Opportunità cicliche: Cina, Brasile e la tecnologia
Nei mercati emergenti abbondano quindi le opportunità strutturali. Ma in questo universo gli investimenti sono tanto ciclici quanto strutturali e questo è uno dei motivi per cui riteniamo sia importante una gestione attiva agnostica. L'India rappresenta un'interessante opportunità di crescita strutturale nel medio periodo, ma le valutazioni di questo mercato sono attualmente molto alte e vediamo opportunità migliori altrove.
Come in Cina. Al momento il sentiment in Cina è molto negativo: si discute molto delle difficoltà strutturali e geopolitiche e la debolezza dello slancio economico suscita timori nel breve termine. Tale situazione, tuttavia, si riflette in valutazioni a buon mercato e nella notevole correzione del posizionamento. Le politiche del governo hanno la flessibilità necessaria a sostenere la crescita ed è evidente la spinta alla stabilizzazione delle relazioni tra Stati Uniti e Cina. Sebbene il mercato non sia privo di rischi, riteniamo che in questo momento vi sia un pessimismo eccessivo.
Vediamo anche opportunità nel ciclo commerciale, in particolare nel settore tecnologico, in cui siamo in consistente sovrappeso. Il ciclo delle scorte è in fase di flessione: le scorte vanno esaurendosi e produzione ed espansione della capacità produttiva sono limitate. Per quanto nel 2024 la debolezza della domanda dei mercati avanzati possa smorzare la ripresa del ciclo, abbiamo posizioni in società e mercati che scambiano a valutazioni interessanti e che beneficeranno della ripresa del ciclo, con buone prospettive nel medio periodo.

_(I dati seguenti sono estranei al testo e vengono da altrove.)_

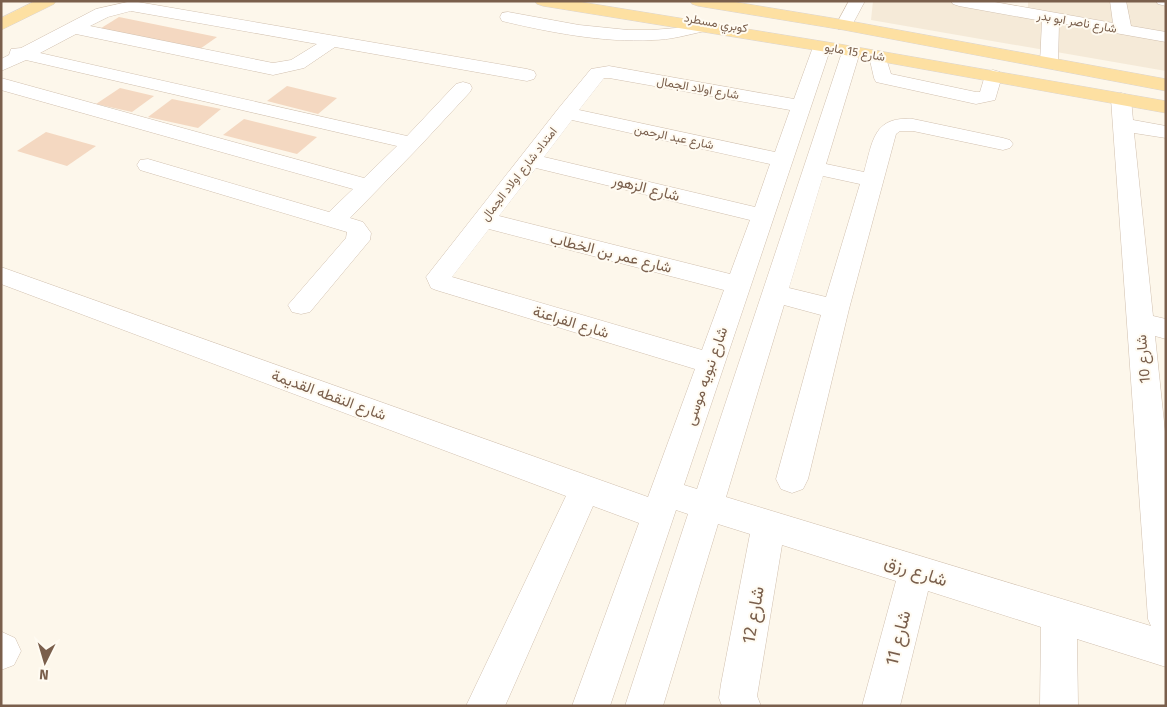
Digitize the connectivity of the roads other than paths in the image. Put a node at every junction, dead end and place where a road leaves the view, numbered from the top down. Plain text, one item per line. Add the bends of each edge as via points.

Anche i cicli valutari possono offrire delle opportunità. Le banche centrali dei Paesi emergenti sono in genere tenute all’ortodossia. Dopo gli aggressivi rialzi dei tassi e la disinflazione, in alcuni Paesi c'è ora spazio per un significativo allentamento monetario. In Brasile, per esempio, i tassi di interesse sono attualmente al 12,25% e nel 2024 l'inflazione si prospetta inferiore al 4%; si prevede che la banca centrale continuerà con i tagli dei tassi, a beneficio di un mercato caratterizzato da azioni ampiamente a buon mercato e un’alta curva dei rendimenti.
La quarta D: il dollaro USA
Infine, non si può parlare di mercati emergenti globali senza menzionare la quarta D, cioè il dollaro USA. Dieci anni di apprezzamento del dollaro hanno messo in difficoltà i mercati emergenti, situazione che permarrà nel breve periodo.

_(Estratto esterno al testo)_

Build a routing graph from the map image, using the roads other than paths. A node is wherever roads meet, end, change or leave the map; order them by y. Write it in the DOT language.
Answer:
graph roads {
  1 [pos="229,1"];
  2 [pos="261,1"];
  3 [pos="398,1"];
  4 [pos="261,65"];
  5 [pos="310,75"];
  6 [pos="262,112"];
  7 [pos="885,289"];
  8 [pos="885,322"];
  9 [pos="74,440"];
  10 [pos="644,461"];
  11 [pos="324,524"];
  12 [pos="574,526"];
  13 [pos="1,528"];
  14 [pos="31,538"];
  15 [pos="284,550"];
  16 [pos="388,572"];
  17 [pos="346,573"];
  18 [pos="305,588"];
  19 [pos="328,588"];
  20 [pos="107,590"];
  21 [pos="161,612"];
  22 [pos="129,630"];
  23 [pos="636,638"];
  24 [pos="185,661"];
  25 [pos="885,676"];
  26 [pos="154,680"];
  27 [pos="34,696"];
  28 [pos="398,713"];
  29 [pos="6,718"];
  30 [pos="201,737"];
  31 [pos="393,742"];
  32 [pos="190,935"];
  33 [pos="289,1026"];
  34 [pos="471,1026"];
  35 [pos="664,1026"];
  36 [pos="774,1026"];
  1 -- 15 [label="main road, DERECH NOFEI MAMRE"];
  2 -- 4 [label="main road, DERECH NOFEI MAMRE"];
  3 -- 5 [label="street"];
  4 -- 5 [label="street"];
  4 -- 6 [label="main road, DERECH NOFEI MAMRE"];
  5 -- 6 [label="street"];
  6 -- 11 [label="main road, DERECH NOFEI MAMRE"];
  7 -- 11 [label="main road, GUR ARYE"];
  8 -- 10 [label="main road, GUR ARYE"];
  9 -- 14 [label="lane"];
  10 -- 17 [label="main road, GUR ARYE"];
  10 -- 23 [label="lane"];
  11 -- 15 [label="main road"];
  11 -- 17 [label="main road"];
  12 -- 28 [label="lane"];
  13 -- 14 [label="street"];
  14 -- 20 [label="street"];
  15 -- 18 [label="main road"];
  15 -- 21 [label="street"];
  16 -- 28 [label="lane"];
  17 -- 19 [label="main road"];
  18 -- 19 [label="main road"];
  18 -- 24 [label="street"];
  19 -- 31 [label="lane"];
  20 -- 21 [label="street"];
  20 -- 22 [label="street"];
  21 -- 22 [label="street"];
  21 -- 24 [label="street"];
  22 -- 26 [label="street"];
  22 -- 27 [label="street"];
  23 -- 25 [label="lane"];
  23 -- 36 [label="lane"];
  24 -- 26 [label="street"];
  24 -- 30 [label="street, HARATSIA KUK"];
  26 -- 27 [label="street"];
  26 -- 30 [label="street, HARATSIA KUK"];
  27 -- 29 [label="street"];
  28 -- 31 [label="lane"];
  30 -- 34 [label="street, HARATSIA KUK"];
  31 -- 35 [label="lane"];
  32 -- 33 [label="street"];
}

Grafico: l'importanza del dollaro USA per la performance azionaria dei mercati emergenti
Il dollaro attualmente ha una buona valutazione, proprio mentre gli Stati Uniti registrano un significativo deficit di bilancio e delle partite correnti. Un rallentamento dell'economia che inneschi un allentamento monetario e un'attenuazione della curva dei rendimenti potrebbe ammorbidire il dollaro, migliorando le condizioni finanziarie dei Paesi emergenti; unito a valutazioni ampiamente interessanti, questo sarebbe di grande sostegno per i rendimenti azionari dei mercati emergenti.